Dataset entries:
════════

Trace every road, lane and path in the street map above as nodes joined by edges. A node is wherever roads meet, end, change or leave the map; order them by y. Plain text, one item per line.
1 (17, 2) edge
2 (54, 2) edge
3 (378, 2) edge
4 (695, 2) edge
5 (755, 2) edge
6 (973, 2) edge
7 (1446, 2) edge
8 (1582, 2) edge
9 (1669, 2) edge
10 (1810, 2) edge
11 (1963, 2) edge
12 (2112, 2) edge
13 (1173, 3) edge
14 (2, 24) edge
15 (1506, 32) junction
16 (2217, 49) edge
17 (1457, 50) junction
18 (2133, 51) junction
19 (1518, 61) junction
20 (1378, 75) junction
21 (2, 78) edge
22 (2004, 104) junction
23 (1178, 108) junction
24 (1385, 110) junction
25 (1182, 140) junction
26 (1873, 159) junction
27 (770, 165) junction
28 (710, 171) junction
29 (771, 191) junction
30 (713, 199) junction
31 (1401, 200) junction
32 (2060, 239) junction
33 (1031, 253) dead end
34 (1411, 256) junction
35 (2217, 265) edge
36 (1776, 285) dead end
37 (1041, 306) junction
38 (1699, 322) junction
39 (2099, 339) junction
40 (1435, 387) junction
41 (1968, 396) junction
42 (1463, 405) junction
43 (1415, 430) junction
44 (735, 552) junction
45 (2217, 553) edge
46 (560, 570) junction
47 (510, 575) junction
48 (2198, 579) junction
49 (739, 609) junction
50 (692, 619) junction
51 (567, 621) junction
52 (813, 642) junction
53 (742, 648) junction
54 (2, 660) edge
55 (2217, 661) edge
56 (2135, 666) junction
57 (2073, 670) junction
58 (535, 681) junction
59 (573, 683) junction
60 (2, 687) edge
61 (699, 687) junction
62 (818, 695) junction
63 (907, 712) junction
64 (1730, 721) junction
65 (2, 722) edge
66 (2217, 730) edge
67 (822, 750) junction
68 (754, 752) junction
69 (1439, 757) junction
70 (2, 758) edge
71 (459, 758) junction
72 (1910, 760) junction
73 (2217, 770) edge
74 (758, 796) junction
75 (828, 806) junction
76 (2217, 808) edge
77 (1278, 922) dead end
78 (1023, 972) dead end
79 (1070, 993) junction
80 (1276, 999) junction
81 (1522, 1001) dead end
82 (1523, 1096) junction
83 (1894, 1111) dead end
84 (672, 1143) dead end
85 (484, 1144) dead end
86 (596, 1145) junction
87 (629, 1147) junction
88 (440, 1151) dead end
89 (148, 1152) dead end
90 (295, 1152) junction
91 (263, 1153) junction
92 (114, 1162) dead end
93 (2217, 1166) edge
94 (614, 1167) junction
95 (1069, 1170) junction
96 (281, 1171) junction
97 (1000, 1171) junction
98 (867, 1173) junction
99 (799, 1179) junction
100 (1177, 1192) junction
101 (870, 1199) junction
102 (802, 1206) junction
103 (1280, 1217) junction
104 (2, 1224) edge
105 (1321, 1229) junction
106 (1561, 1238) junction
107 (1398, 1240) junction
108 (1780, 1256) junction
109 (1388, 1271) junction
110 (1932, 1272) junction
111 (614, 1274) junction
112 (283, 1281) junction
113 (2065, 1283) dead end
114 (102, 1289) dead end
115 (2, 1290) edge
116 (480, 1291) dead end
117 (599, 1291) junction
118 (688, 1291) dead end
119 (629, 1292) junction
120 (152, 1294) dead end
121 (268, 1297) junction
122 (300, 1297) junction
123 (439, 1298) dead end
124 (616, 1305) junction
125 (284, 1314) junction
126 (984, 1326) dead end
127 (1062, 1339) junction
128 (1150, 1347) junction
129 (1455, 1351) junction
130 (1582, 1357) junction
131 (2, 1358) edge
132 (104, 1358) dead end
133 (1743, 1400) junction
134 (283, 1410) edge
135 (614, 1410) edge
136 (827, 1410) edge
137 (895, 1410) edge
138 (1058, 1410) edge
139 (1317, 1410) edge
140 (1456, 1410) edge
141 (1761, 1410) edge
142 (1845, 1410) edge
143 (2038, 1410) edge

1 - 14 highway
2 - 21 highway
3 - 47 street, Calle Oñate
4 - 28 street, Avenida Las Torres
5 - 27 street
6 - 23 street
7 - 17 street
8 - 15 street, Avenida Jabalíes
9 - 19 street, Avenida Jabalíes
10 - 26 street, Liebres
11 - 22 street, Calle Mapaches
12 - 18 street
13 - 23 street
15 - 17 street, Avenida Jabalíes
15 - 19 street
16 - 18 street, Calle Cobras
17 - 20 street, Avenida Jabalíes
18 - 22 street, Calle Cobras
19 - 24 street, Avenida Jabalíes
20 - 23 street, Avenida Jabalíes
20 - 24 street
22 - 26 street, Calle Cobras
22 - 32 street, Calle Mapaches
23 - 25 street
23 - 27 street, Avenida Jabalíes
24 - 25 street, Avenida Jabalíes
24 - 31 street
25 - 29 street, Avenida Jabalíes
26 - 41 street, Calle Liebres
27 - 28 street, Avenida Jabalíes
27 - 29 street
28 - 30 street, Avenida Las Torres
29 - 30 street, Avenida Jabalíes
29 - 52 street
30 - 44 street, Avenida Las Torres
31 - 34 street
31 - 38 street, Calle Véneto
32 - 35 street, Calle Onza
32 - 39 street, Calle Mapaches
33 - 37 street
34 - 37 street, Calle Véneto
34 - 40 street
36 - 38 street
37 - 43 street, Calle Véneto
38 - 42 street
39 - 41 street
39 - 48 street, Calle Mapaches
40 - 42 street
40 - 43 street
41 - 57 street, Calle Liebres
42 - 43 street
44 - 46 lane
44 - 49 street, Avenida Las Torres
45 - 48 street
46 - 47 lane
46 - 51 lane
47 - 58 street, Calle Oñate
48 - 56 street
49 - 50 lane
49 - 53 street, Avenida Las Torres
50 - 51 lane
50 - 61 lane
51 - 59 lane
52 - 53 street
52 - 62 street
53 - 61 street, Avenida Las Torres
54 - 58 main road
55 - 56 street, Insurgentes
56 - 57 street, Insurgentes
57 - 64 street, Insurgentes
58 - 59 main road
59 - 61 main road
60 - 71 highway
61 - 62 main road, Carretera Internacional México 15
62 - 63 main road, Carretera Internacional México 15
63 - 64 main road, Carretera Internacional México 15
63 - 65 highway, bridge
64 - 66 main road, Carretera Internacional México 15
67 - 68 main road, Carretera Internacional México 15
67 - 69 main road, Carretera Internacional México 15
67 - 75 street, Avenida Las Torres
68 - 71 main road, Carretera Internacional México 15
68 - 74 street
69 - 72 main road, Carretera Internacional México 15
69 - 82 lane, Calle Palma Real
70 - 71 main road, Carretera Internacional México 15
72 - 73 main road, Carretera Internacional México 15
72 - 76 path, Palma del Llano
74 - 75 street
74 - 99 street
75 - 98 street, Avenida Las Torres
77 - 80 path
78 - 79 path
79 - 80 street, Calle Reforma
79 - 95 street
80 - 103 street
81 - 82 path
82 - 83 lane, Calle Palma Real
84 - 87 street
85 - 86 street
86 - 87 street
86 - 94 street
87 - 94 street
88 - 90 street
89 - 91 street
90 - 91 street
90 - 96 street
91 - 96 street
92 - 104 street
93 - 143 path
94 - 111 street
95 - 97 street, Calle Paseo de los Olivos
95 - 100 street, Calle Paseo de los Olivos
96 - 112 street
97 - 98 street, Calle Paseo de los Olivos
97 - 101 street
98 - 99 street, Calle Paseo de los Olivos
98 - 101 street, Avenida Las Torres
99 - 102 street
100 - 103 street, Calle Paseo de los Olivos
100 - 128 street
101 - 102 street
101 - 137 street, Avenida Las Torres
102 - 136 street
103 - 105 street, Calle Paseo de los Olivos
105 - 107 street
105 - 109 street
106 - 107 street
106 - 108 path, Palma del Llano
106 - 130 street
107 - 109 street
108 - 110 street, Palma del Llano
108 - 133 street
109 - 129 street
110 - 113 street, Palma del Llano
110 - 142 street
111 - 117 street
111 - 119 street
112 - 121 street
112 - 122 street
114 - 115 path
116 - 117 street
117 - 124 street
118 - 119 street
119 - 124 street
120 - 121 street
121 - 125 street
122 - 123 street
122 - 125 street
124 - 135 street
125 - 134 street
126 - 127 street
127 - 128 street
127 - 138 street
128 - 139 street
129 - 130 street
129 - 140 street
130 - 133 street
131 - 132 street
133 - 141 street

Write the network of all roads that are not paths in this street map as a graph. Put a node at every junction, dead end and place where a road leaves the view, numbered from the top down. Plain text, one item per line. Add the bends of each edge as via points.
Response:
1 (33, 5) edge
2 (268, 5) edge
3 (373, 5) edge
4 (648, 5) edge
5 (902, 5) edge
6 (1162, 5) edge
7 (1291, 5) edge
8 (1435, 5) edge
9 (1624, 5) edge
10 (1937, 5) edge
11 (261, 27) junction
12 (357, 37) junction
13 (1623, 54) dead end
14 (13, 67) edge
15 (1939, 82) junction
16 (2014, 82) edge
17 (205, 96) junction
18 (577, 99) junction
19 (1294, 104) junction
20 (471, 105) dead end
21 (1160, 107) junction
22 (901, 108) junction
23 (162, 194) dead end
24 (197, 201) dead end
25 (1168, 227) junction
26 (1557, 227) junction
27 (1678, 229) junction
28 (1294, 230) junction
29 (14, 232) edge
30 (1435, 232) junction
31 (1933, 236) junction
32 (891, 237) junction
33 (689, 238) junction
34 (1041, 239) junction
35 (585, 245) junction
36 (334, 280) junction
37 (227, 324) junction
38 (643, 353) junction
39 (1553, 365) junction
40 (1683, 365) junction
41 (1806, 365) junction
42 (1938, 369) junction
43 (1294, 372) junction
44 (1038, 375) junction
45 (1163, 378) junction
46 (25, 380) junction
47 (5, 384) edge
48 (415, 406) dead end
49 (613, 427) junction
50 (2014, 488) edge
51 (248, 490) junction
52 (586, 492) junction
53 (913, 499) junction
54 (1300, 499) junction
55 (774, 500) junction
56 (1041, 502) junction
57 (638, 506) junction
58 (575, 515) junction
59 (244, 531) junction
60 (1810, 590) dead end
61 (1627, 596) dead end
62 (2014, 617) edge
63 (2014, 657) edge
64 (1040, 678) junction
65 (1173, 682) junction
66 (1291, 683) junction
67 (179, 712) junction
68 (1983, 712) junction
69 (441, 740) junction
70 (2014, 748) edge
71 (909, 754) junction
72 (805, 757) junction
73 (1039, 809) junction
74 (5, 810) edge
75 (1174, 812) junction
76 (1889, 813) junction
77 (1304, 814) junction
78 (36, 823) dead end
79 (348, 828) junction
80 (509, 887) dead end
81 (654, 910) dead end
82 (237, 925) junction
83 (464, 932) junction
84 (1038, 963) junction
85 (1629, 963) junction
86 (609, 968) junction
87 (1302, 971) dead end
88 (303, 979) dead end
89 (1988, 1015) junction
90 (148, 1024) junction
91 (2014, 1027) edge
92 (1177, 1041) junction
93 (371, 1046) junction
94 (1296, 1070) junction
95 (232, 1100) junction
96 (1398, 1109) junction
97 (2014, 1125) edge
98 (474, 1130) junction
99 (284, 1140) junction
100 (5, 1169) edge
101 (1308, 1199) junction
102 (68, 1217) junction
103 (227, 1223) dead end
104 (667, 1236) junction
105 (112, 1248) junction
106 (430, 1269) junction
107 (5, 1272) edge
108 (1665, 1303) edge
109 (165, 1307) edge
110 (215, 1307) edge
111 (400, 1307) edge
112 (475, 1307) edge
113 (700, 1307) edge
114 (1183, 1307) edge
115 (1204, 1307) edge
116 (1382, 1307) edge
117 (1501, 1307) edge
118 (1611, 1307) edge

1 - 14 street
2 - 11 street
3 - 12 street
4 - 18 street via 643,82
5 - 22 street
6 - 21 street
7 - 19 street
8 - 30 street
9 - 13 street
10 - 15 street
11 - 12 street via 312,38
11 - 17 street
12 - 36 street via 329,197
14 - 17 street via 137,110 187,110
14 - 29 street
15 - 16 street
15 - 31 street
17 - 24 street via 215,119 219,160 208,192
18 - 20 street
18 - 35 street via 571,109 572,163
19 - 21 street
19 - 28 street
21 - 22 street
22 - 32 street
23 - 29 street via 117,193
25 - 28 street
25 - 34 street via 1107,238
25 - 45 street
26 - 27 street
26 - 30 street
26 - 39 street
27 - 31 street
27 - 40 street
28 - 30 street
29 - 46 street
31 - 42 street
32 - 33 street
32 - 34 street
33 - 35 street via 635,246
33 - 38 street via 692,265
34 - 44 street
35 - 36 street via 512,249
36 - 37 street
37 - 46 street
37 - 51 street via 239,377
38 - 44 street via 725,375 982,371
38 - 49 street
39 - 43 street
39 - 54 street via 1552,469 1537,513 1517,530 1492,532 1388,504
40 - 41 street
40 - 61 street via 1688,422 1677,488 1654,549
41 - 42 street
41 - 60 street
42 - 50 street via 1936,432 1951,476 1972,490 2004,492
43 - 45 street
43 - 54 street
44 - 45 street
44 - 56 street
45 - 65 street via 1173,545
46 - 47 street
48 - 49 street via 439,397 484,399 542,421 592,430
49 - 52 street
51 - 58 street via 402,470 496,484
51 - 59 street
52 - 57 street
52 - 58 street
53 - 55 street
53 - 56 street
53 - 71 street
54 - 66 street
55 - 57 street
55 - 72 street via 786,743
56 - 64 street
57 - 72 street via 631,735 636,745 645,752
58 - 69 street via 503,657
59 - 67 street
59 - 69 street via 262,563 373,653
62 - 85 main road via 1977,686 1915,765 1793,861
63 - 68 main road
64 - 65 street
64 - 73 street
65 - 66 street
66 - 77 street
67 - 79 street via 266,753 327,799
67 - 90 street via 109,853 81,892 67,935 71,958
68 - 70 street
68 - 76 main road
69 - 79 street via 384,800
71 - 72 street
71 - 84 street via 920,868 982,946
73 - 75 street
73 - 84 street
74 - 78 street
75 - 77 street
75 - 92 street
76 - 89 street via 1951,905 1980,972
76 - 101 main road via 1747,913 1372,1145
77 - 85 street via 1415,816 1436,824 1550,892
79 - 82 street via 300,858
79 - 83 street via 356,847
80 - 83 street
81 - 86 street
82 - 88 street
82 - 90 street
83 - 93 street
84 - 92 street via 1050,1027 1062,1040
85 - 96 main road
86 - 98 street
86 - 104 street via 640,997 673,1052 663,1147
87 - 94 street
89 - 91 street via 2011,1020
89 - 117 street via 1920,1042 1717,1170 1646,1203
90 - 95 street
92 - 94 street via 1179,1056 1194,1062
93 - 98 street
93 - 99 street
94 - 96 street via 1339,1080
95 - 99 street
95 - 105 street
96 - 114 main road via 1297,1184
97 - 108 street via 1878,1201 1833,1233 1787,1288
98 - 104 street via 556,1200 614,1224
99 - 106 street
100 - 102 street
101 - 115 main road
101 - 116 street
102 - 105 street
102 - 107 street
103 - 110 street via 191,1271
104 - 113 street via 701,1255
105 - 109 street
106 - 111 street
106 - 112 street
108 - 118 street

════════

__What is needed__
Lines containing the word "Paseo" are to be pulled from the records and copied.

__Solution__
95 - 97 street, Calle Paseo de los Olivos
95 - 100 street, Calle Paseo de los Olivos
97 - 98 street, Calle Paseo de los Olivos
98 - 99 street, Calle Paseo de los Olivos
100 - 103 street, Calle Paseo de los Olivos
103 - 105 street, Calle Paseo de los Olivos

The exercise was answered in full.